_Task prompt_
Count every line of these entries that holds the word "גאות", and reply with the number only.

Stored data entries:

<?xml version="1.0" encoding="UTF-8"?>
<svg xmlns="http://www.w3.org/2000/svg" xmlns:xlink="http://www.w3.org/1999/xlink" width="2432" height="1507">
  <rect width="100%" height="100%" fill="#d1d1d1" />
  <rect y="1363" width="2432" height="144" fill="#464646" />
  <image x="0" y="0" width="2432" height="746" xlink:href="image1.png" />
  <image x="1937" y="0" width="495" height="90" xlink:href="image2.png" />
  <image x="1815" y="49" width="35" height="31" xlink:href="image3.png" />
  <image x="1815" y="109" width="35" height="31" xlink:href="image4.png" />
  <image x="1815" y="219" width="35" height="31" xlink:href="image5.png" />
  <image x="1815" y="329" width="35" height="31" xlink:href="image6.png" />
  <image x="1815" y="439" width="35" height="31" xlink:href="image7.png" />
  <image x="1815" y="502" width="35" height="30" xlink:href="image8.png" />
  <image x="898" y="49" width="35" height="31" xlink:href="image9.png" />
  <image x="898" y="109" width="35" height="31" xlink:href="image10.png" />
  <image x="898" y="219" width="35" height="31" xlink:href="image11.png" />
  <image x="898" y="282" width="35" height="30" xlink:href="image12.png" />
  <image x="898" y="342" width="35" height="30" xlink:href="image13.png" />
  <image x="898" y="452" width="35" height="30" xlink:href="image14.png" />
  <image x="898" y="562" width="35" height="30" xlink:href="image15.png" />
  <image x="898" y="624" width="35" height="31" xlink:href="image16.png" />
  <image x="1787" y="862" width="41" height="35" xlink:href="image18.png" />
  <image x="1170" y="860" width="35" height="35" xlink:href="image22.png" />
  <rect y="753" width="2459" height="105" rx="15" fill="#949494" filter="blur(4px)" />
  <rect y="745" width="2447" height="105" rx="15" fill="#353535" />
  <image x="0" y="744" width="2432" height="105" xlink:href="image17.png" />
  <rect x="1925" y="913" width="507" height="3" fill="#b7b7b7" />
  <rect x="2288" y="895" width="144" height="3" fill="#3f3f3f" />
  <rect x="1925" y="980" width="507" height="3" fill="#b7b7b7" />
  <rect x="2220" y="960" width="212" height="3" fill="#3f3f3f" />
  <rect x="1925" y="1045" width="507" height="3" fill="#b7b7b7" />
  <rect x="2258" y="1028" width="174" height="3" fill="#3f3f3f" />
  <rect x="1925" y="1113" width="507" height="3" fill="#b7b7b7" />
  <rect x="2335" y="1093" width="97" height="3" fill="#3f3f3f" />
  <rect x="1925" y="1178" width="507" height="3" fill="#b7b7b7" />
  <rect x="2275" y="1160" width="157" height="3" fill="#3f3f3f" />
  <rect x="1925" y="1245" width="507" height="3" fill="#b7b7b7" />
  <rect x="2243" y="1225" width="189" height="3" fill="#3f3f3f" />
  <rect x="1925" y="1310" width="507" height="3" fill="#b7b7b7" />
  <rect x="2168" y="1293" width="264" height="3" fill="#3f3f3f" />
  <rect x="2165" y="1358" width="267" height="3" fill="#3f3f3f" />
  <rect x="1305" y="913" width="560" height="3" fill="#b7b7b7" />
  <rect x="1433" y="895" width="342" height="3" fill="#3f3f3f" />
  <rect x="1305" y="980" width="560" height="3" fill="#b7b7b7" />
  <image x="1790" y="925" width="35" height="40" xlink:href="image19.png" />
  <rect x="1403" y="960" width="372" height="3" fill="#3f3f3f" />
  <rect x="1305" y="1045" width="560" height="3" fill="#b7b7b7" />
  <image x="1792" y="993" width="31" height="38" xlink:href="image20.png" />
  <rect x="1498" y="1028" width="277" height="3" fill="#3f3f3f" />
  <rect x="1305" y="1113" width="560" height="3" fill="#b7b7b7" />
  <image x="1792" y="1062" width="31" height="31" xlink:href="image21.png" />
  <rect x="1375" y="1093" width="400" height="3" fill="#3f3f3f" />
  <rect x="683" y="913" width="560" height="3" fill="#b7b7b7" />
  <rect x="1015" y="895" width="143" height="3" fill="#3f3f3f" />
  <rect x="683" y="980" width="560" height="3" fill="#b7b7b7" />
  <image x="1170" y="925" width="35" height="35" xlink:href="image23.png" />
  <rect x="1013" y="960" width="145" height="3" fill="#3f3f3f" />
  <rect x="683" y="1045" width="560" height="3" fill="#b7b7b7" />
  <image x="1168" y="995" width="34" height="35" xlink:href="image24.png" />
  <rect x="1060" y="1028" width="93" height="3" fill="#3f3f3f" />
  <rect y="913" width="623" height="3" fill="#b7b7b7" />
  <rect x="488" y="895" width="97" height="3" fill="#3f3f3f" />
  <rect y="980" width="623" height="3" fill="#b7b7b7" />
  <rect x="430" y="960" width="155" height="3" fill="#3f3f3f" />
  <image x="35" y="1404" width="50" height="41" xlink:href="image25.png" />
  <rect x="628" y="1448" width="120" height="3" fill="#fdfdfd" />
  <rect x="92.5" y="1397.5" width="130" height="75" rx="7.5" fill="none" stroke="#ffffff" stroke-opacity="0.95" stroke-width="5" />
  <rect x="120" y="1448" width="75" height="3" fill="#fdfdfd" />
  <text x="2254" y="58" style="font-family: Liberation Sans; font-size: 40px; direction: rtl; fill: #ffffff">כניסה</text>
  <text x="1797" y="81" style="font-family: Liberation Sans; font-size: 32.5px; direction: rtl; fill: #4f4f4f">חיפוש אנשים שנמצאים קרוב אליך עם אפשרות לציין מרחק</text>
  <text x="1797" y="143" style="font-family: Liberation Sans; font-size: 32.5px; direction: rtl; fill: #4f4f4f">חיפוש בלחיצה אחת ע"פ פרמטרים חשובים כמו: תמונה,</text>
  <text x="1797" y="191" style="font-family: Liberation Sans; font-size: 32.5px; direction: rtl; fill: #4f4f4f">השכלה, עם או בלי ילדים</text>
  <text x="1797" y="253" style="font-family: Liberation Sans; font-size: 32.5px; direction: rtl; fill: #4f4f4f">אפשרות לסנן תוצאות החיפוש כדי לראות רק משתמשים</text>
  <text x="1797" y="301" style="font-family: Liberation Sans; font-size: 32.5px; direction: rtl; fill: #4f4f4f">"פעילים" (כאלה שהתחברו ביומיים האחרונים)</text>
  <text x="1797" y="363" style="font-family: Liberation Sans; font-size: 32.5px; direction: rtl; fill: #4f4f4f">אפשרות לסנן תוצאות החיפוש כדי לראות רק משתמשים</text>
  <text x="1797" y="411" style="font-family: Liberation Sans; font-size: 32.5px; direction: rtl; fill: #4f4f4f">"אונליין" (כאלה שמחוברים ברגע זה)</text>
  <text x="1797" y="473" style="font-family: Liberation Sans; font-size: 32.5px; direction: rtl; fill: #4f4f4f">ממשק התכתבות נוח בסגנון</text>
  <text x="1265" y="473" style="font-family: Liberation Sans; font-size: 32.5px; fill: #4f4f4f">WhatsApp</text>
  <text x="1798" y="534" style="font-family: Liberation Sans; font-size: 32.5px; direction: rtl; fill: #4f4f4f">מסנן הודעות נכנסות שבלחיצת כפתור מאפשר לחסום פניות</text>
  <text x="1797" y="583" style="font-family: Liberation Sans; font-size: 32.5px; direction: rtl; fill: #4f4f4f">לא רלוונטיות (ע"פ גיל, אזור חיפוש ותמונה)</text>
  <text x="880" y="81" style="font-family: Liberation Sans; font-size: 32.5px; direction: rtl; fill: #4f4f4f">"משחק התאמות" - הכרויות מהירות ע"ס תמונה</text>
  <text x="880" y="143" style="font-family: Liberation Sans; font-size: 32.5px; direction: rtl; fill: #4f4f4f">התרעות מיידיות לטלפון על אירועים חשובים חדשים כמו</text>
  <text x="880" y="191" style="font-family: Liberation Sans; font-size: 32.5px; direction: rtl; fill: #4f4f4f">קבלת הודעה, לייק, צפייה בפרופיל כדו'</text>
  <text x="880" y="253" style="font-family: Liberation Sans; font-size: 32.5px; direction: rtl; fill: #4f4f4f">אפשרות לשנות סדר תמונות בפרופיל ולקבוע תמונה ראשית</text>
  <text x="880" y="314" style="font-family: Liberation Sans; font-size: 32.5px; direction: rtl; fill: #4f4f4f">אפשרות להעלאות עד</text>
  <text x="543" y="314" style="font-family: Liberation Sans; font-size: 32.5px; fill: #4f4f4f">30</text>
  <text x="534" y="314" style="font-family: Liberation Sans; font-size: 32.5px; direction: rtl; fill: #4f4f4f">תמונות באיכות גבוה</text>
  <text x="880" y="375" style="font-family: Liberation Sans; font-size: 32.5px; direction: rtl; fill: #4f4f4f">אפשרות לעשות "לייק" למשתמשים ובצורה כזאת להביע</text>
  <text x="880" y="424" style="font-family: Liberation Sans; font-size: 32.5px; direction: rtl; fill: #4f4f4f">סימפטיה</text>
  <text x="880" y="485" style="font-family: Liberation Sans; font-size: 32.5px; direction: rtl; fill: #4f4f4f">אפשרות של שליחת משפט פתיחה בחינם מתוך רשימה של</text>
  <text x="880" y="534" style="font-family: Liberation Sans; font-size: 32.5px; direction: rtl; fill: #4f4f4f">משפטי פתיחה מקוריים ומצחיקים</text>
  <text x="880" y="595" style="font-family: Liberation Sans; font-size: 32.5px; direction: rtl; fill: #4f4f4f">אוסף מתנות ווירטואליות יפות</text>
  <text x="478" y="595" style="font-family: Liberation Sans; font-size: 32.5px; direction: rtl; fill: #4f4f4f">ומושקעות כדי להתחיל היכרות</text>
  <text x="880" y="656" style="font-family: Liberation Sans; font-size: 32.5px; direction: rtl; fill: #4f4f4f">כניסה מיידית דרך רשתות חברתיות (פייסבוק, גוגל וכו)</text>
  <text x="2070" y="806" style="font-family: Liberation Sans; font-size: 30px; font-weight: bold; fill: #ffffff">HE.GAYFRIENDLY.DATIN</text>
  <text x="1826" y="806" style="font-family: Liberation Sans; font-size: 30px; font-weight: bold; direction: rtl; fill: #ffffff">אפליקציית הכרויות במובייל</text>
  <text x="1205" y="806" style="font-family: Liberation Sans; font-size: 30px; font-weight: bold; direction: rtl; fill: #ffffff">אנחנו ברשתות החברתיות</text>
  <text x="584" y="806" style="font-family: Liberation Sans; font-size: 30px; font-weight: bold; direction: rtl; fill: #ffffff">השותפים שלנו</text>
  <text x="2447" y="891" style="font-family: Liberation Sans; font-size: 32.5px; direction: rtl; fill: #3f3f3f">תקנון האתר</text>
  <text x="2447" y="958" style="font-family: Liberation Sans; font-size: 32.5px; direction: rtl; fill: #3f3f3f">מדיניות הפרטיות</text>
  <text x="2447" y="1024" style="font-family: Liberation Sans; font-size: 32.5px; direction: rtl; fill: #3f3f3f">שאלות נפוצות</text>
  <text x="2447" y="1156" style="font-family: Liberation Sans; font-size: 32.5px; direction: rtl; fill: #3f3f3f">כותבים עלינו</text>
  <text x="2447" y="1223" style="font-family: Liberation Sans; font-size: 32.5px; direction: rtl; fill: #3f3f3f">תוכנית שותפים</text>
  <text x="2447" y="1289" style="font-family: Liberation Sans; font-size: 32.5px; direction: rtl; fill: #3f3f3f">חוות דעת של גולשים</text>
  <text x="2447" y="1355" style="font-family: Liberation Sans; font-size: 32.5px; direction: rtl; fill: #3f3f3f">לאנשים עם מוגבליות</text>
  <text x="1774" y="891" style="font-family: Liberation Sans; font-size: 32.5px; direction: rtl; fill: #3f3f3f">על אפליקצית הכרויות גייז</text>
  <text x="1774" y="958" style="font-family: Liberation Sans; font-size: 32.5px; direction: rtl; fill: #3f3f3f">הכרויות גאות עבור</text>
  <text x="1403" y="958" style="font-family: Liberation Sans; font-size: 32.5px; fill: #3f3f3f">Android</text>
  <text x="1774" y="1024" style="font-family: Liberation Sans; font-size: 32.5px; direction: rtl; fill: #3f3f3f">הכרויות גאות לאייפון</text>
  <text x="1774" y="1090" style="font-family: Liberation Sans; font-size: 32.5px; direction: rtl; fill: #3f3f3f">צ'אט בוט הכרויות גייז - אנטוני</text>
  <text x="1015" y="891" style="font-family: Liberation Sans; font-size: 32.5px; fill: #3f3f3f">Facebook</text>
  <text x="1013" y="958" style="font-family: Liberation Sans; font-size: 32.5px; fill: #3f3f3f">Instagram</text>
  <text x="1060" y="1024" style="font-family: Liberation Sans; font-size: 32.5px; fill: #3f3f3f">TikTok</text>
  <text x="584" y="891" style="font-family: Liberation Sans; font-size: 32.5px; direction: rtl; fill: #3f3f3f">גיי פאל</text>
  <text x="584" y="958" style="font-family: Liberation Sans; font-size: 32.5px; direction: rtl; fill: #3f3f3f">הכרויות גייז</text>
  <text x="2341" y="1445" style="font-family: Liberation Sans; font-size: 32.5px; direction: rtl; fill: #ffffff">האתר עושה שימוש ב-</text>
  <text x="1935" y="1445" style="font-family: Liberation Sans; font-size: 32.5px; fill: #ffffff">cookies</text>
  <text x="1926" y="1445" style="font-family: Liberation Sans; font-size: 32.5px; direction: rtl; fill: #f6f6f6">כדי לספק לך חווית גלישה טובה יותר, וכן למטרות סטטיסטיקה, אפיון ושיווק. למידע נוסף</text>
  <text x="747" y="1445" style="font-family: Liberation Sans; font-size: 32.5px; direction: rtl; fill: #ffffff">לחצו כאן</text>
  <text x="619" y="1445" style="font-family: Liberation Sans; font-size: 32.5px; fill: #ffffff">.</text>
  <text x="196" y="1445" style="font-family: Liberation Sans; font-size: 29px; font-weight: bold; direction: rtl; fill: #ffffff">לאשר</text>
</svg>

_Completed task_
2